The Adaklu Member of Parliament says there can be no doubt whatsoever that over the past seven years, the educational priorities of this government have been twofold: reducing education to a mere administrative process of increasing enrolment mainly at the secondary level and reducing education to a political rhetoric for votes at the expense of quality.
The lawmaker explained that the Akufo-Addo/Bawumia NPP government’s educational policy direction has been to pursue their political promises and not a holistic view of education.
”Thus, in formulating educational policy, valuable inputs from key stakeholders in our educational sector, such as teachers, parent-teacher associations, CSOs, the opposition, and even students like you, have been relegated to the background. The consequences have not been pleasant as you can all attest to.”
He made the remarks as a guest speaker at the handing-over ceremony of the Graduate Students Association of Ghana, University of Ghana Legon.
He lamented that the result of this government’s lack of consultation and policy coherence in education is an educational sector that is beset with multiple problems. Thus, whereas vast resources are being channelled into the middle of the educational structure (secondary education), learning outcomes remain poor, as confirmed by the IMF in its recent Staff Report on our request for a fund-supported programme.
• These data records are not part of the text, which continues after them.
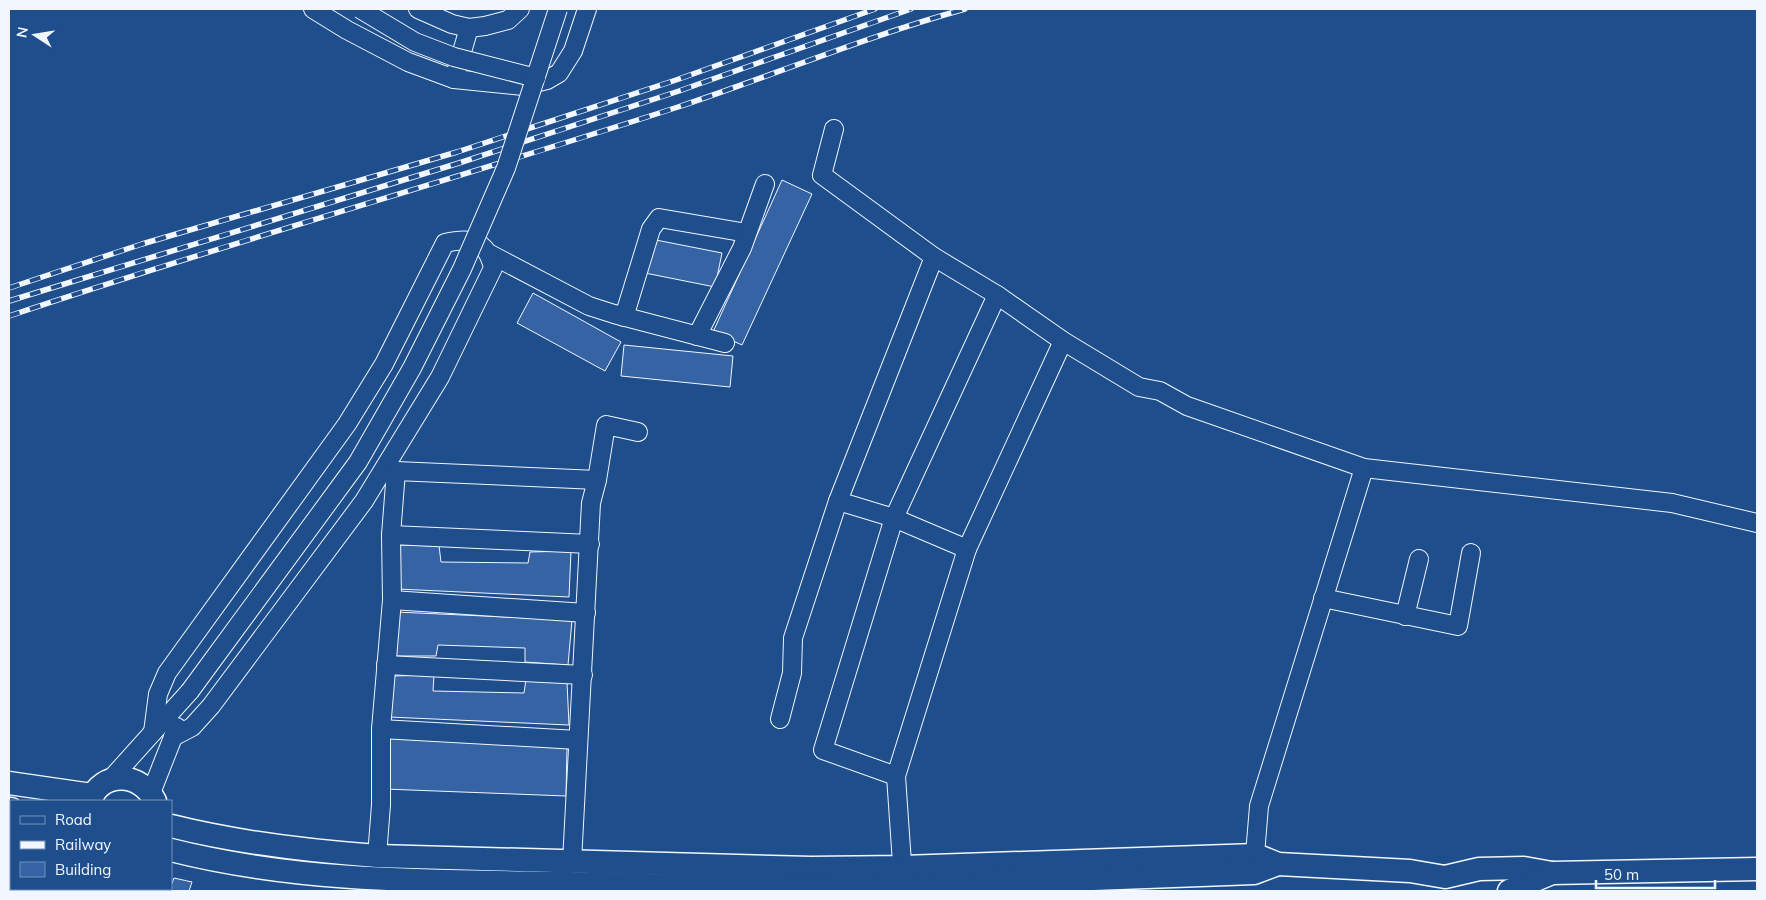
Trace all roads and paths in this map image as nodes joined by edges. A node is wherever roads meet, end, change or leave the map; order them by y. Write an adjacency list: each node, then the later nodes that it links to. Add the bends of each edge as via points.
1 (313, 9): 9 (street, via 408,62)
2 (360, 9): 8 (street, bridge, via 415,42 454,57)
3 (418, 9): 7 (street)
4 (520, 9): 7 (street, via 508,20)
5 (558, 9): 8 (street, bridge)
6 (587, 9): 9 (street, via 574,51 559,73 547,80 523,86)
7 (469, 28): 9 (street)
8 (536, 78): 37 (street, bridge, via 506,168 462,269 412,368 358,462)
9 (454, 79)
10 (834, 129): 14 (street, via 822,175)
11 (764, 184): 12 (street)
12 (747, 233): 16 (street, via 660,218 651,229); 17 (street)
13 (490, 254): 16 (street, via 589,306); 40 (street, via 481,245 468,240 445,243 384,364 347,424 167,673 158,694); 41 (street, via 494,268 440,377 364,501 212,706 192,727)
14 (934, 257): 15 (street); 23 (street)
15 (997, 295): 18 (street); 24 (street)
16 (624, 317): 17 (street)
17 (697, 336): 19 (street)
18 (1063, 341): 21 (street, via 1139,386); 28 (street)
19 (725, 343)
20 (638, 432): 22 (street, via 606,425)
21 (1364, 468): 25 (street, via 1672,503); 31 (street)
22 (597, 480): 26 (street, via 396,471); 27 (street, via 591,503)
23 (838, 501): 24 (street); 38 (street, via 793,638 792,672)
24 (894, 518): 28 (street); 43 (street, via 823,750)
25 (1757, 523)
26 (391, 535): 27 (street); 32 (street)
27 (590, 544): 33 (street)
28 (968, 549): 43 (street)
29 (1471, 553): 34 (street, via 1458,626)
30 (1419, 559): 34 (street)
31 (1323, 598): 34 (street); 53 (street, via 1259,806)
32 (392, 600): 33 (street); 35 (street)
33 (586, 614): 36 (street)
34 (1405, 616)
35 (386, 665): 36 (street); 39 (street)
36 (583, 675): 42 (street)
37 (190, 691): 40 (street); 41 (street)
38 (780, 719)
39 (381, 729): 42 (street); 51 (street)
40 (153, 732): 44 (street)
41 (173, 737): 47 (street)
42 (578, 740): 52 (street)
43 (896, 776): 56 (street)
44 (110, 780): 47 (main road, via 133,780 143,785); 48 (main road, via 100,786)
45 (9, 783): 46 (main road)
46 (66, 796): 48 (main road)
47 (153, 797)
48 (91, 798)
49 (172, 828): 51 (main road, via 257,844)
50 (172, 850): 57 (main road, via 245,866)
51 (377, 856): 52 (main road)
52 (572, 862): 56 (main road, via 801,867)
53 (1255, 864): 56 (main road); 58 (main road, via 1410,871)
54 (1757, 869): 55 (main road)
55 (1552, 873): 58 (main road, via 1524,868 1479,869); 59 (main road)
56 (903, 877): 57 (main road, via 712,887)
57 (438, 886)
58 (1438, 888)
59 (1509, 891)

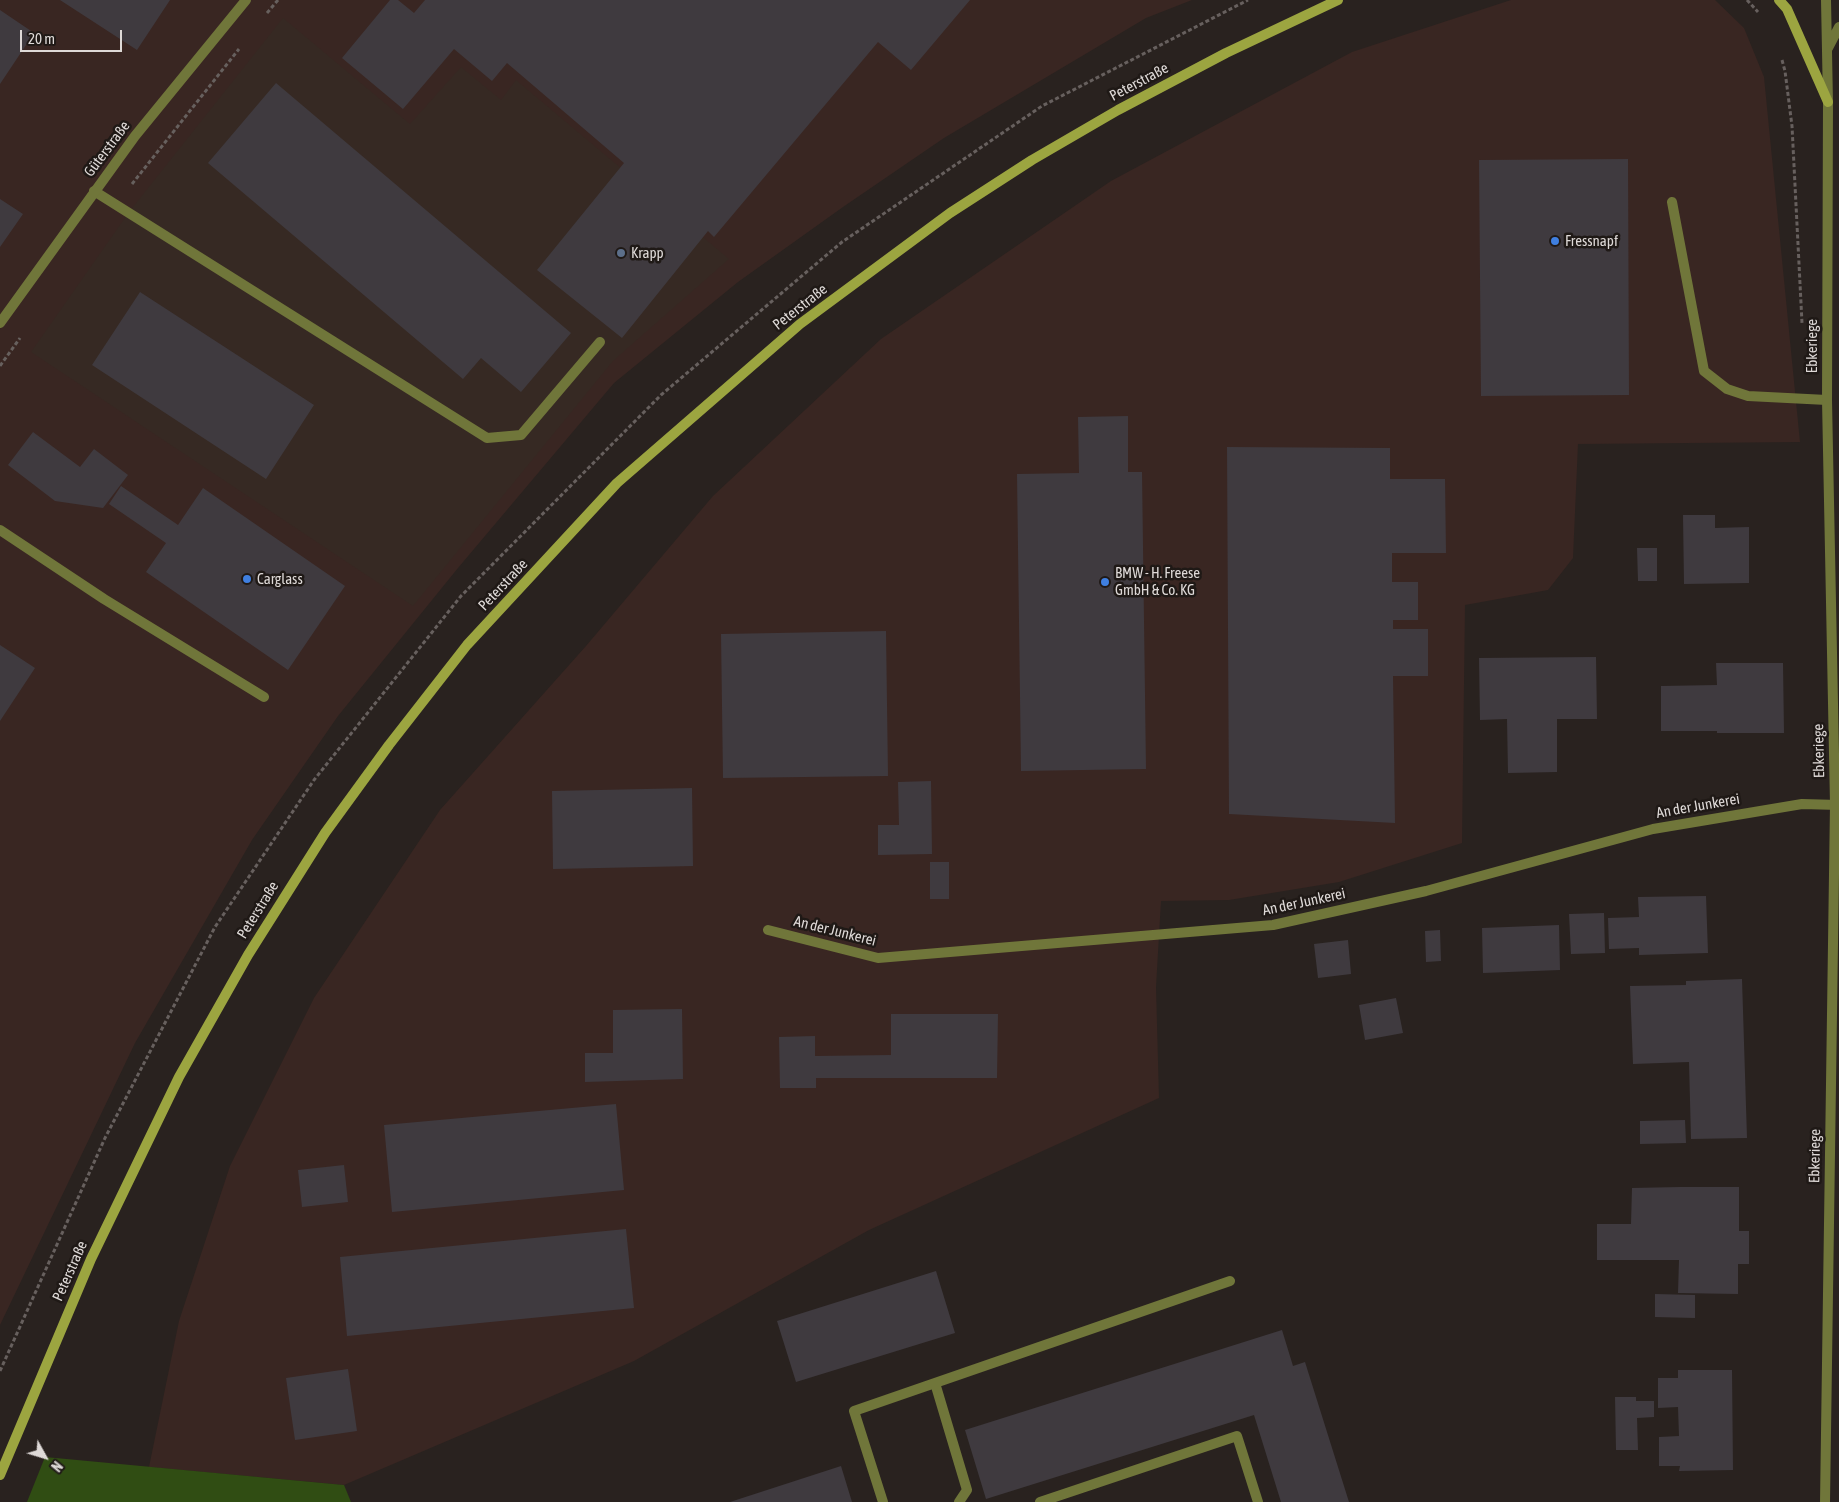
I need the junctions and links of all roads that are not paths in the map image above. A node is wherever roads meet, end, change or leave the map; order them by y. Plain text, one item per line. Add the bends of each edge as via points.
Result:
1 (246, 0) edge
2 (1338, 0) edge
3 (1779, 0) edge
4 (1826, 0) edge
5 (1839, 27) edge
6 (1826, 52) junction
7 (1828, 102) junction
8 (94, 191) junction
9 (1672, 202) dead end
10 (0, 323) edge
11 (600, 342) dead end
12 (1827, 400) junction
13 (0, 530) edge
14 (264, 697) dead end
15 (1837, 804) edge
16 (768, 930) dead end
17 (1230, 1281) dead end
18 (935, 1383) junction
19 (0, 1475) edge
20 (883, 1502) edge
21 (959, 1502) edge
22 (1040, 1502) edge
23 (1258, 1502) edge
24 (1825, 1502) edge

1 - 8 street, Güterstraße
2 - 19 main road, Peterstraße via 1226,53 1032,160 950,213 800,324 618,483 467,645 325,833 248,955 179,1076 92,1259
3 - 7 main road via 1787,9
4 - 6 street, Ebkeriege
5 - 6 street
6 - 7 street, Ebkeriege
7 - 12 street, Ebkeriege
8 - 10 street, Güterstraße
8 - 11 street via 487,438 521,435
9 - 12 street via 1704,371 1727,389 1748,396
12 - 15 street, Ebkeriege
13 - 14 street via 104,599
15 - 16 street, An der Junkerei via 1802,804 1653,829 1426,891 1273,925 878,958
15 - 24 street, Ebkeriege
17 - 18 street
18 - 20 street via 854,1411
18 - 21 street via 967,1490
22 - 23 street via 1237,1436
This lopsided prioritization has predictably dislocated both basic and tertiary education, thereby leaving us with a complex problem to grapple with.
Distinguished friends, even though our focus today is on the state of graduate education, it bears reminding that the various interlinked parts must all function properly if we are to succeed in producing that holistic and fully-baked graduate that we all want you to be. As I have already intimated, our educational sector today suffers from the general deficit of lack of sincerity and candour with policy, misplaced priorities, waste, corruption and leadership failure,” he added.
”As a Minority group in Parliament, our oversight in this sector has revealed that the problem is not one of lack of adequate resources. Indeed, education remains one of the most heavily-funded areas of this administration. Allocations to the Ministry of Education and other areas of education in the 2023 budget, and the 2022 Appropriation Bill, bear this fact out.”